>>>>>
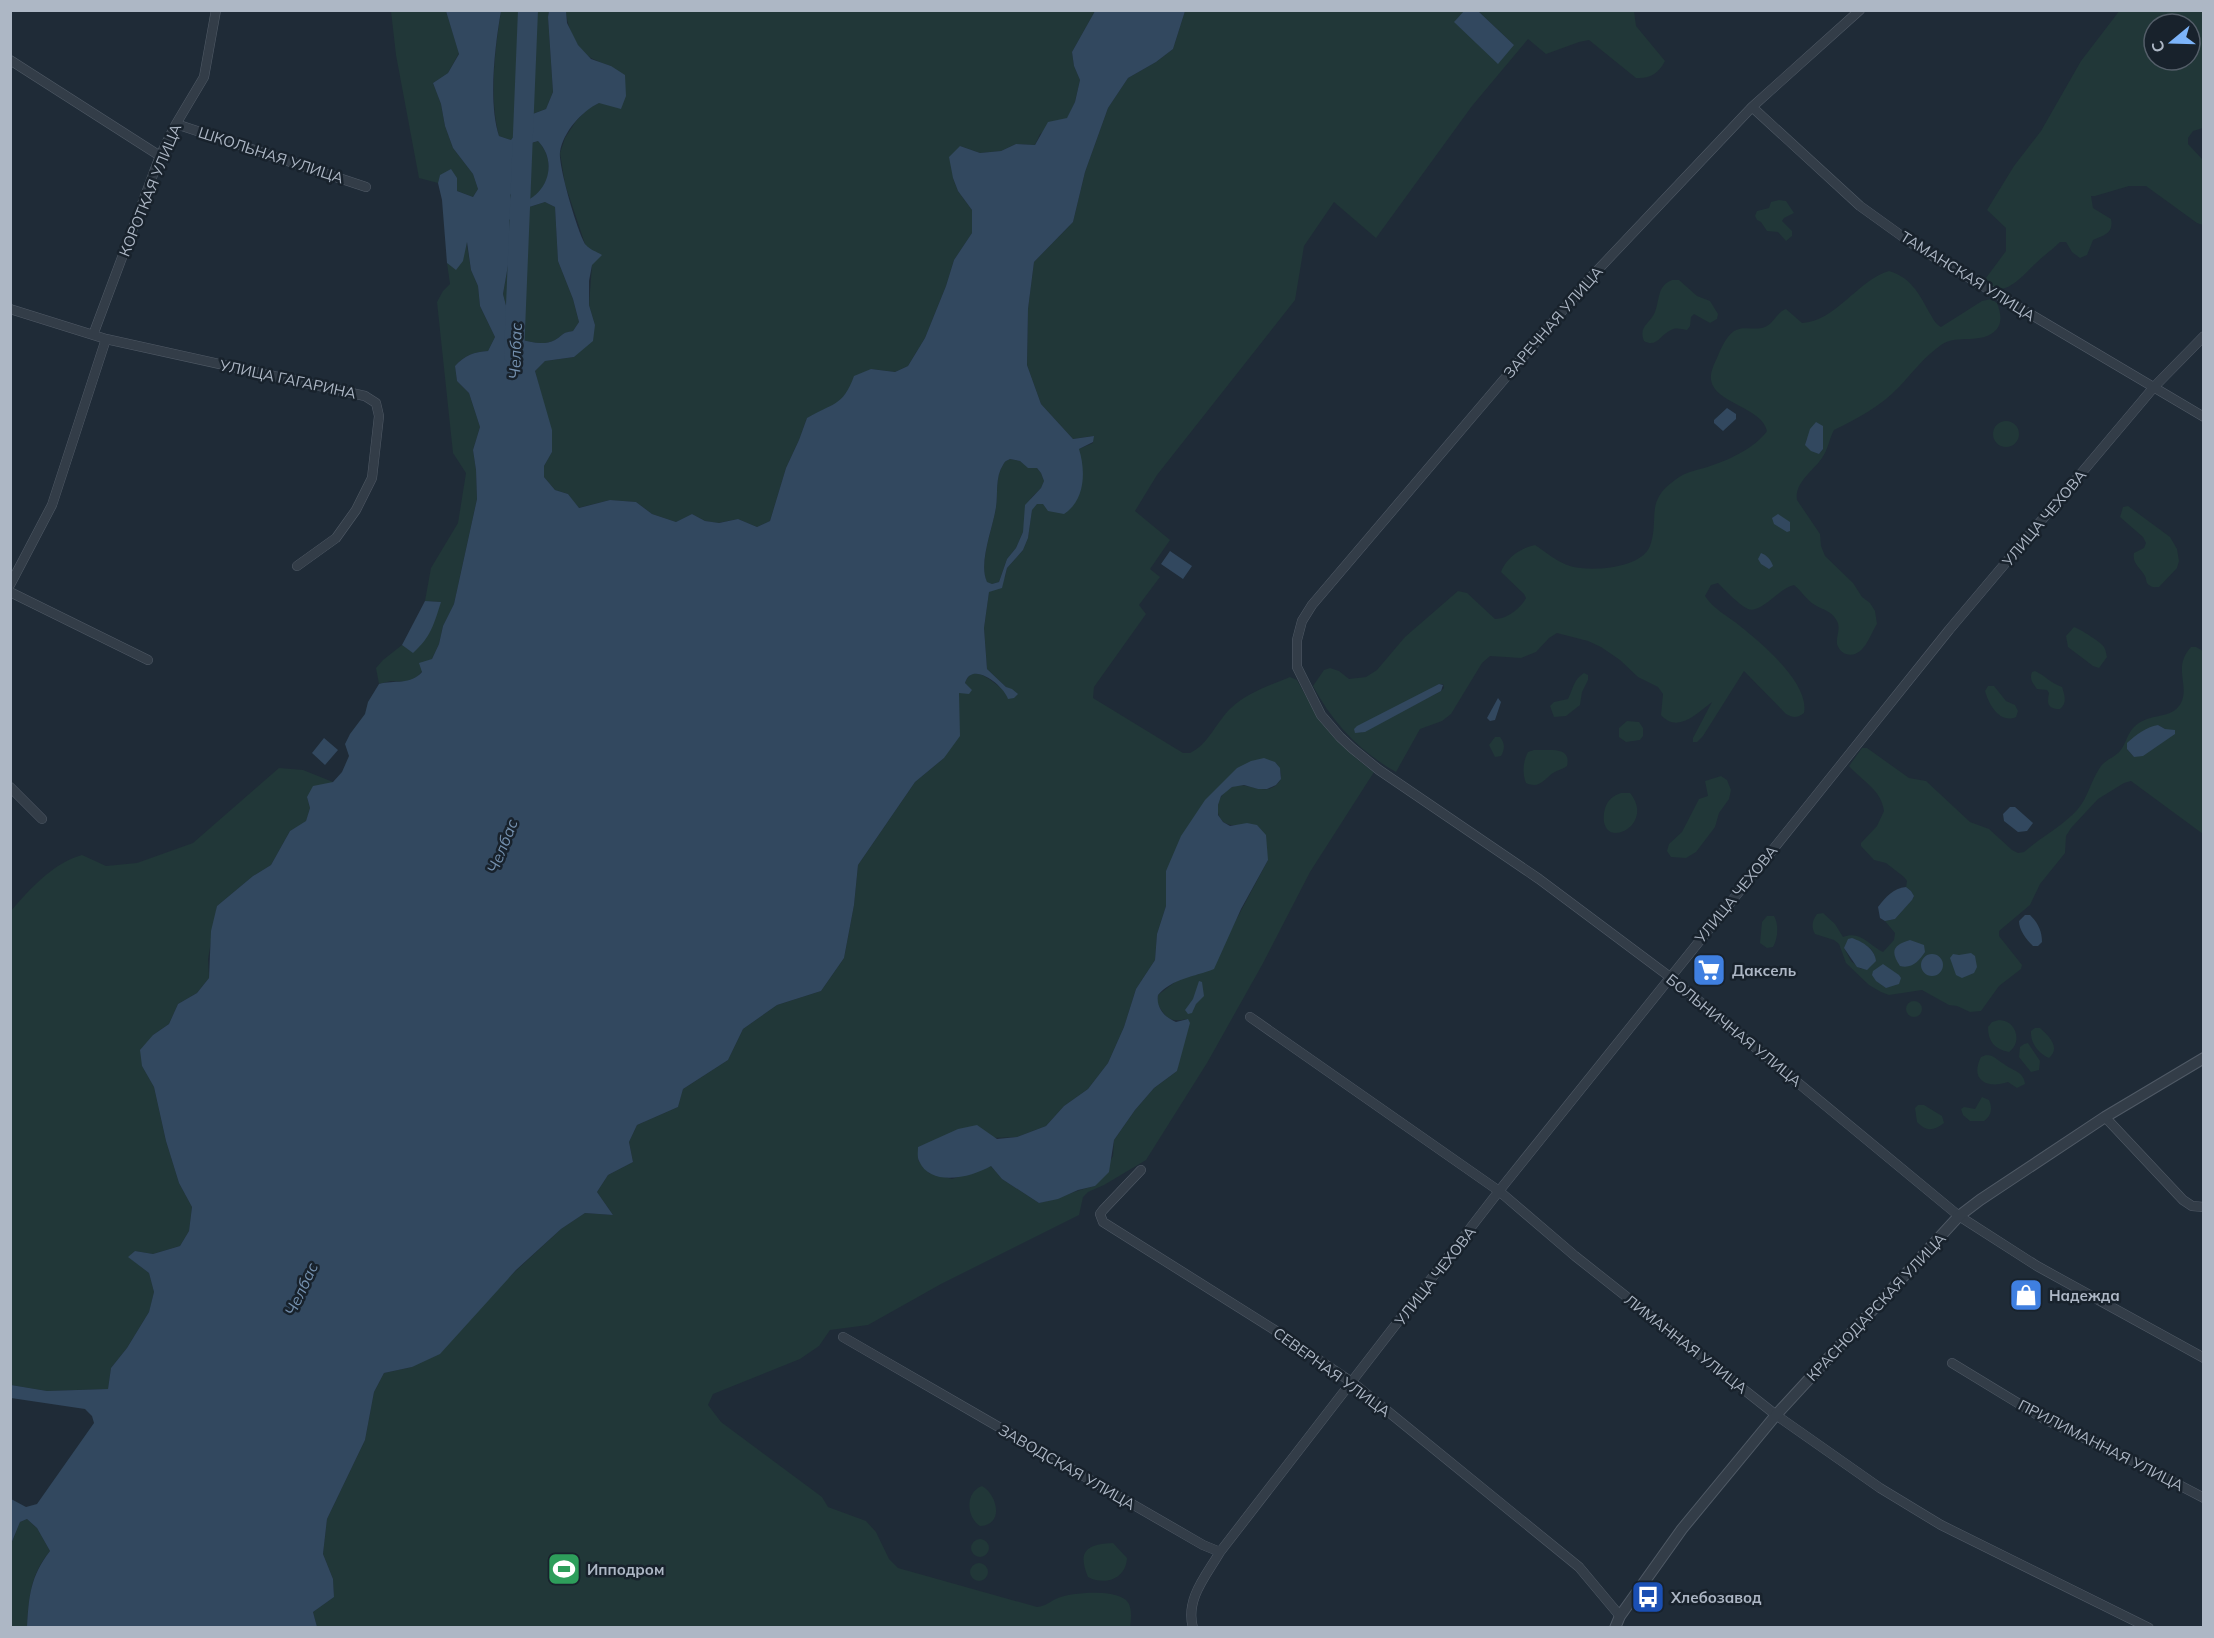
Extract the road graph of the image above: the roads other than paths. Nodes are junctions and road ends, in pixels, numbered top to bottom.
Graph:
1 (216, 10) edge
2 (1860, 10) edge
3 (10, 60) edge
4 (1752, 107) junction
5 (176, 124) junction
6 (160, 156) junction
7 (366, 187) dead end
8 (10, 309) edge
9 (93, 335) junction
10 (2204, 336) edge
11 (106, 339) junction
12 (2154, 387) junction
13 (2204, 417) edge
14 (297, 566) dead end
15 (10, 585) edge
16 (10, 592) edge
17 (148, 660) dead end
18 (1297, 667) joint
19 (10, 787) edge
20 (42, 819) dead end
21 (1670, 977) junction
22 (1250, 1017) dead end
23 (2204, 1058) edge
24 (2105, 1117) junction
25 (1141, 1170) dead end
26 (1499, 1191) junction
27 (2204, 1207) edge
28 (1959, 1216) junction
29 (843, 1337) dead end
30 (2204, 1358) edge
31 (1952, 1362) dead end
32 (1353, 1383) junction
33 (1776, 1414) junction
34 (2204, 1498) edge
35 (1220, 1552) junction
36 (1620, 1616) junction
37 (1193, 1628) edge
38 (1615, 1628) edge
39 (2149, 1628) edge

1 - 5 street, КОРОТКАЯ УЛИЦА
2 - 4 street, ЗАРЕЧНАЯ УЛИЦА
3 - 6 street
4 - 12 street, ТАМАНСКАЯ УЛИЦА
4 - 18 street, ЗАРЕЧНАЯ УЛИЦА
5 - 6 street, КОРОТКАЯ УЛИЦА
5 - 7 street, ШКОЛЬНАЯ УЛИЦА
6 - 9 street, КОРОТКАЯ УЛИЦА
8 - 9 street, УЛИЦА ГАГАРИНА
9 - 11 street, УЛИЦА ГАГАРИНА
10 - 12 street, УЛИЦА ЧЕХОВА
11 - 14 street, УЛИЦА ГАГАРИНА
11 - 15 street
12 - 13 street, ТАМАНСКАЯ УЛИЦА
12 - 21 street, УЛИЦА ЧЕХОВА
16 - 17 street
18 - 21 street, БОЛЬНИЧНАЯ УЛИЦА
19 - 20 street
21 - 26 street, УЛИЦА ЧЕХОВА
21 - 28 street, БОЛЬНИЧНАЯ УЛИЦА
22 - 26 street, ЛИМАННАЯ УЛИЦА
23 - 24 street, КРАСНОДАРСКАЯ УЛИЦА
24 - 27 street
24 - 28 street, КРАСНОДАРСКАЯ УЛИЦА
25 - 32 street, СЕВЕРНАЯ УЛИЦА
26 - 32 street, УЛИЦА ЧЕХОВА
26 - 33 street, ЛИМАННАЯ УЛИЦА
28 - 30 street, БОЛЬНИЧНАЯ УЛИЦА
28 - 33 street, КРАСНОДАРСКАЯ УЛИЦА
29 - 35 street, ЗАВОДСКАЯ УЛИЦА
31 - 34 street, ПРИЛИМАННАЯ УЛИЦА
32 - 35 street, УЛИЦА ЧЕХОВА
32 - 36 street, СЕВЕРНАЯ УЛИЦА
33 - 36 street, КРАСНОДАРСКАЯ УЛИЦА
33 - 39 street, ЛИМАННАЯ УЛИЦА
35 - 37 street
36 - 38 street, КРАСНОДАРСКАЯ УЛИЦА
<<<<<
● WORK REQUEST:
Wherever a line in the entries holds "ЧЕХОВА", copy that line.

● TASK ANSWER:
10 - 12 street, УЛИЦА ЧЕХОВА
12 - 21 street, УЛИЦА ЧЕХОВА
21 - 26 street, УЛИЦА ЧЕХОВА
26 - 32 street, УЛИЦА ЧЕХОВА
32 - 35 street, УЛИЦА ЧЕХОВА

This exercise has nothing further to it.